Francis Ford Coppola didn’t want to make a sequel to his 1972 Oscar-winning blockbuster, recommending Martin Scorsese, fresh off Mean Streets, for the job. He finally said yes when Robert Evans of Paramount Pictures agreed that Part II could include extensive flashbacks of the young Vito Corleone, played by Mean Streets comer Robert De Niro. Marlon Brando was out because he wanted too much money, and the Clemenza character got dropped because Richard Castellano wanted his dialogue to be written by a friend. Director Elia Kazan, the first choice to play Hyman Roth, spent so much time with his shirt off during a conversation with Coppola that when Lee Strasberg was hired for the role, Coppola insisted he play one scene topless. That’s Francis’s mother Italia in the casket as the deceased Mama Corleone — actress Morgana King thought it bad luck to lie in a coffin — and his Uncle Louie, a dead ringer for Brando, in the Havana cake scene.

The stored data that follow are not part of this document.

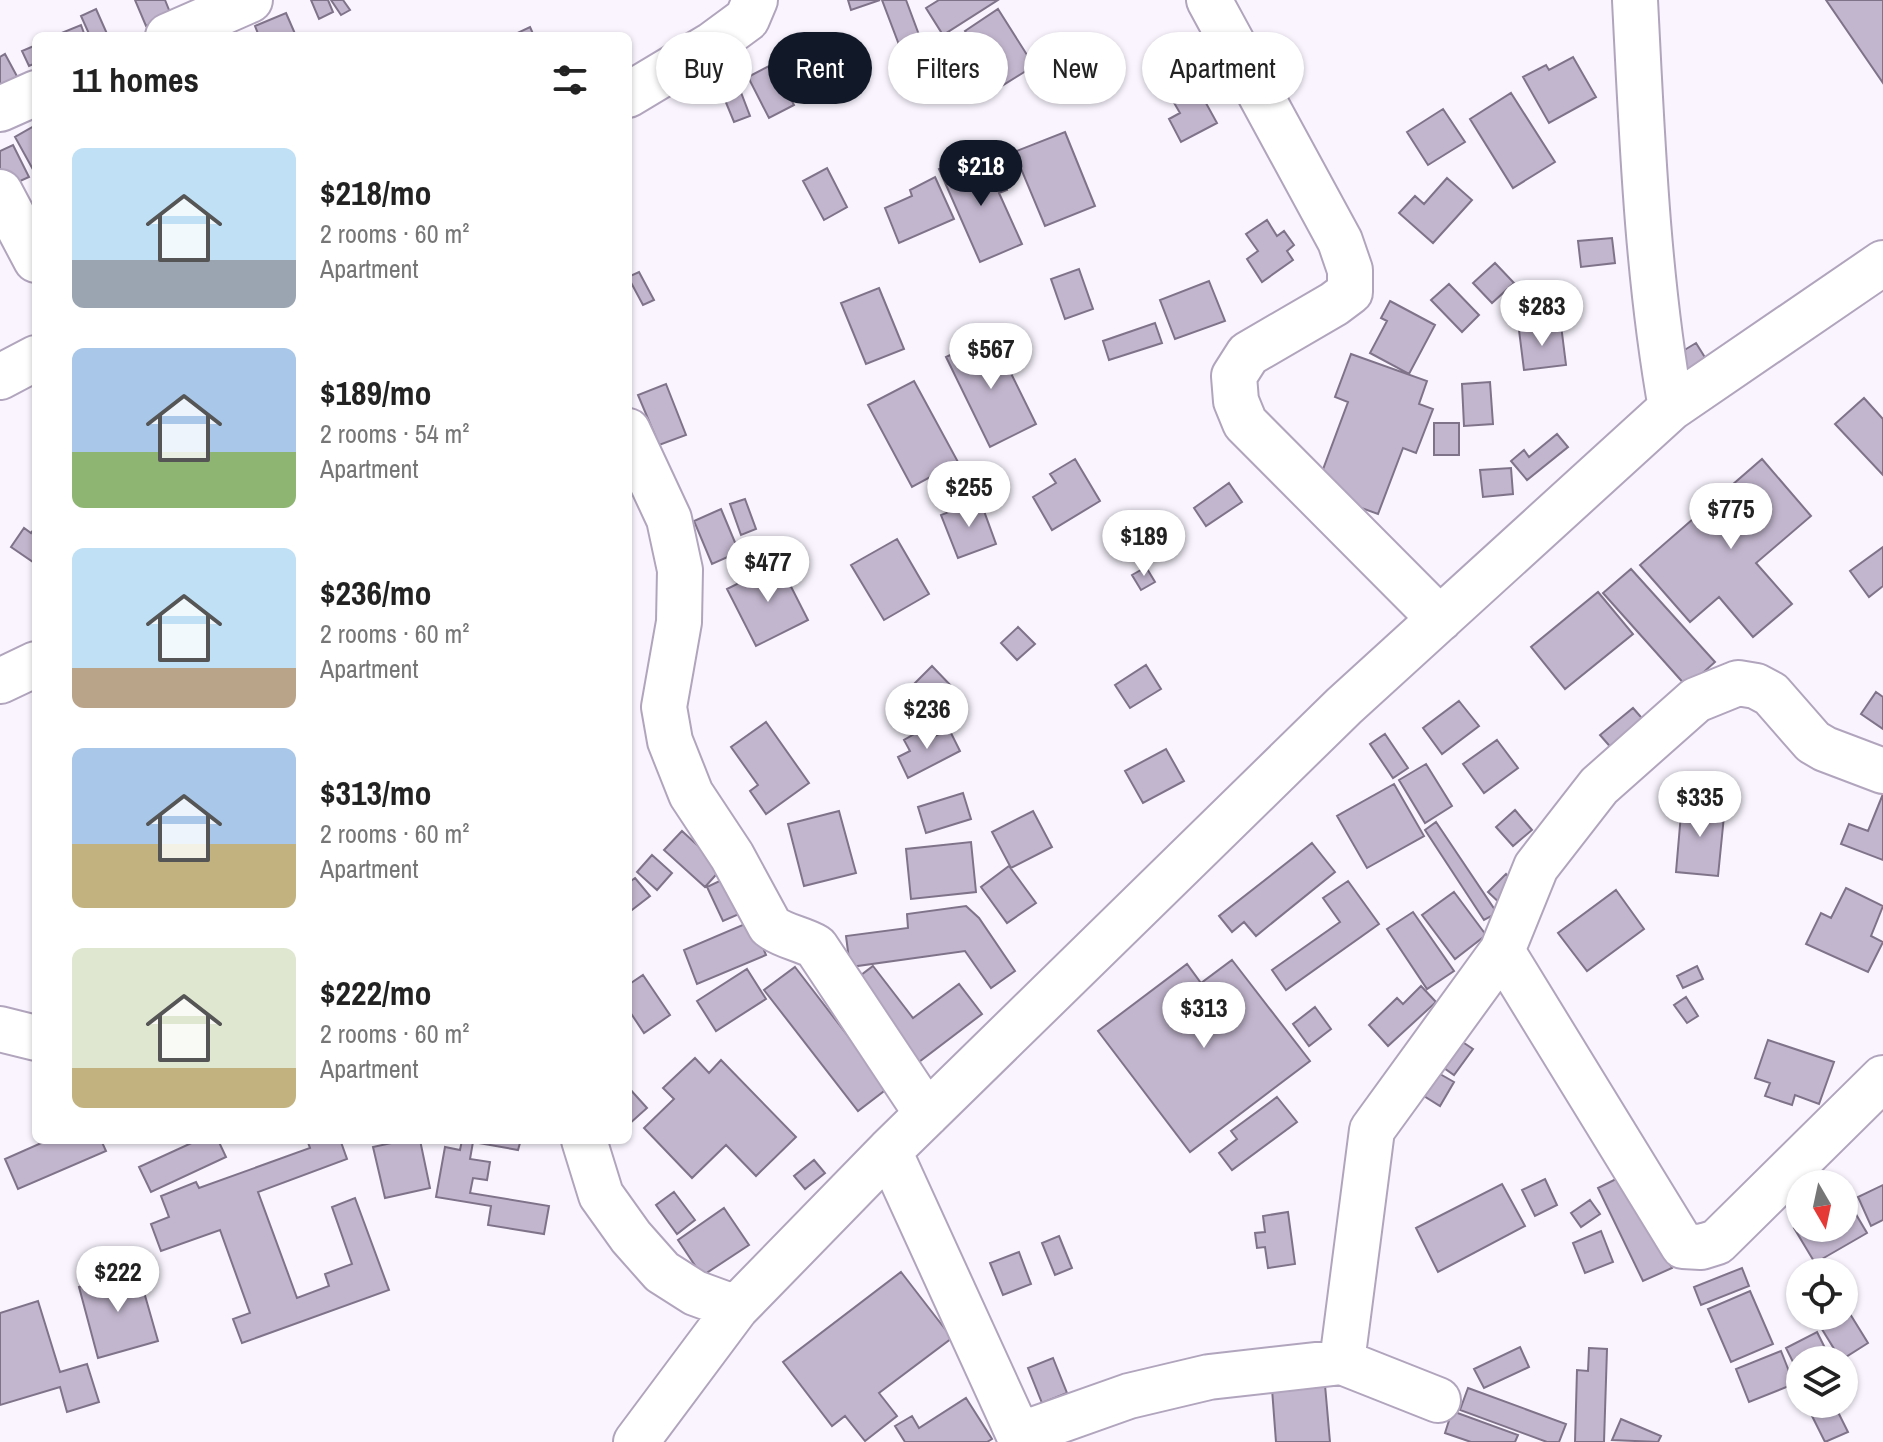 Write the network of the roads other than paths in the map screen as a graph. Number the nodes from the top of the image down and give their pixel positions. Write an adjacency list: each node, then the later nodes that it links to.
1 (250, 0): 5 (street)
2 (755, 0): 6 (street)
3 (1209, 0): 16 (street)
4 (1635, 0): 14 (street)
5 (177, 32)
6 (632, 93)
7 (32, 95): 8 (street)
8 (0, 109)
9 (0, 192): 10 (street)
10 (32, 252)
11 (1883, 263): 14 (street)
12 (32, 360): 13 (street)
13 (0, 377)
14 (1671, 408): 16 (street)
15 (632, 440): 24 (street)
16 (1440, 619): 24 (street)
17 (32, 666): 18 (street)
18 (0, 681)
19 (1883, 771): 20 (street)
20 (1502, 951): 23 (street); 28 (street)
21 (0, 1029): 22 (street)
22 (32, 1037)
23 (1883, 1078)
24 (927, 1114): 26 (street)
25 (585, 1144): 27 (street)
26 (889, 1151): 27 (street); 30 (street)
27 (736, 1308): 31 (street)
28 (1342, 1362): 29 (street); 30 (street)
29 (1438, 1400)
30 (1021, 1438)
31 (636, 1442) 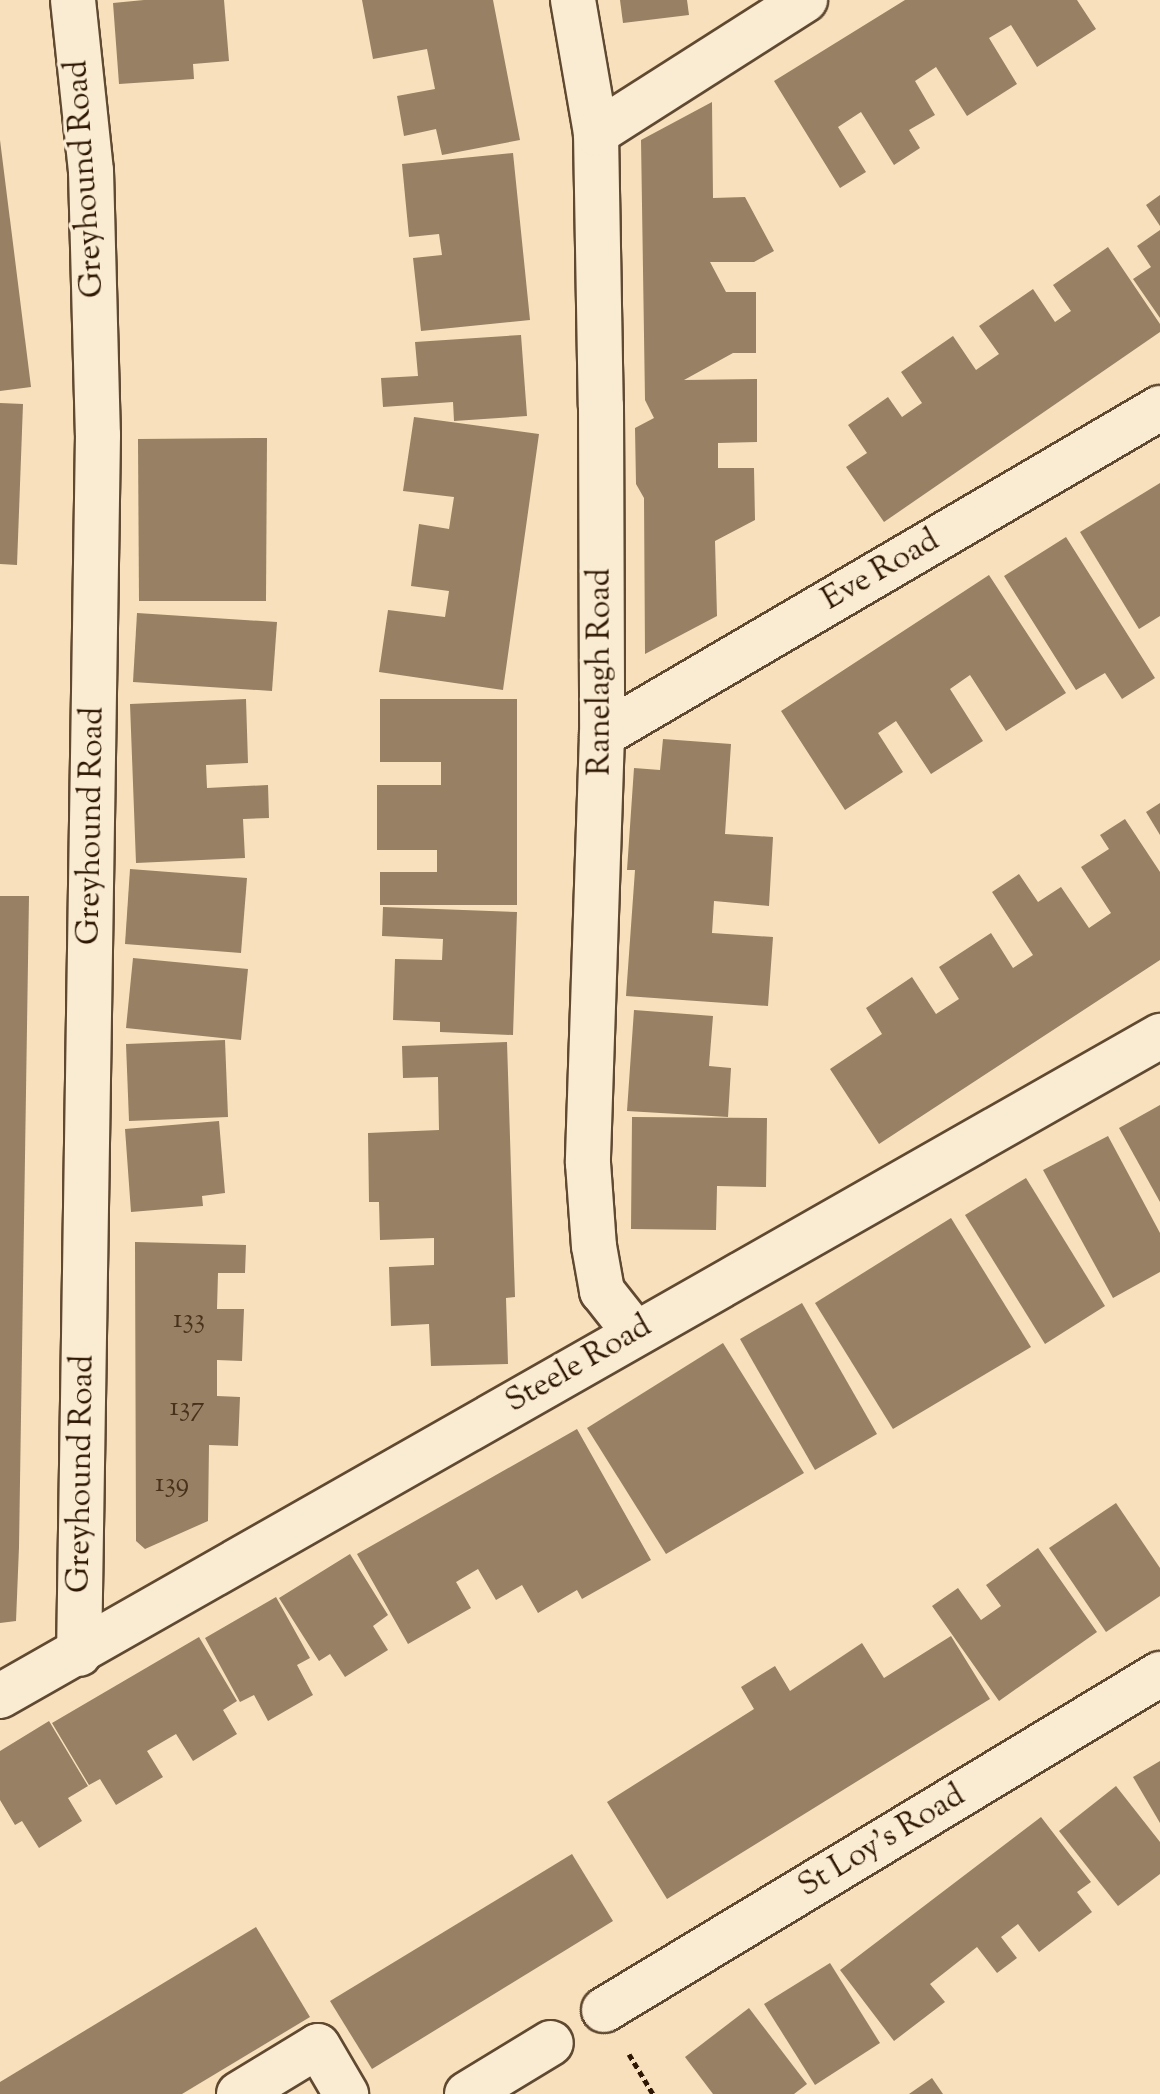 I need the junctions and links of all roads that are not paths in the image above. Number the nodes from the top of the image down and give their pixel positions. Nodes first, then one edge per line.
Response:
1 (73, 0) edge
2 (573, 0) edge
3 (805, 0) edge
4 (596, 133) junction
5 (1160, 408) edge
6 (602, 735) junction
7 (1160, 1036) edge
8 (635, 1333) junction
9 (79, 1654) junction
10 (1160, 1674) edge
11 (0, 1696) edge
12 (604, 2010) dead end
13 (551, 2043) dead end
14 (239, 2094) edge
15 (346, 2094) edge
16 (467, 2094) edge

1 - 9 street, Greyhound Road
2 - 4 street, Ranelagh Road
3 - 4 street
4 - 6 street, Ranelagh Road
5 - 6 street, Eve Road
6 - 8 street, Ranelagh Road
7 - 8 street, Steele Road
8 - 9 street, Steele Road
9 - 11 street, Steele Road
10 - 12 street, St Loy's Road
13 - 16 street
14 - 15 street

Coppola provided these anecdotal nuggets in a commentary on the 2001 five-disc DVD of the saga he made from Mario Puzo’s novels: The Godfather in 1972, The Godfather Part II 40 years ago (its New York premiere was Dec. 12, 1974; it arrived in theaters about a week after) and The Godfather Part III in 1990. Third time was not the charm, but the first two were sensationally popular, influential and cherished. Both won Oscars for Best Picture — the first and only time that’s happened — and made enduring stars of De Niro, Al Pacino (as Michael Corleone), Diane Keaton (Michael’s wife Kay), James Caan (his brother Sonny) and Robert Duvall (Consigliere Tom Hagen).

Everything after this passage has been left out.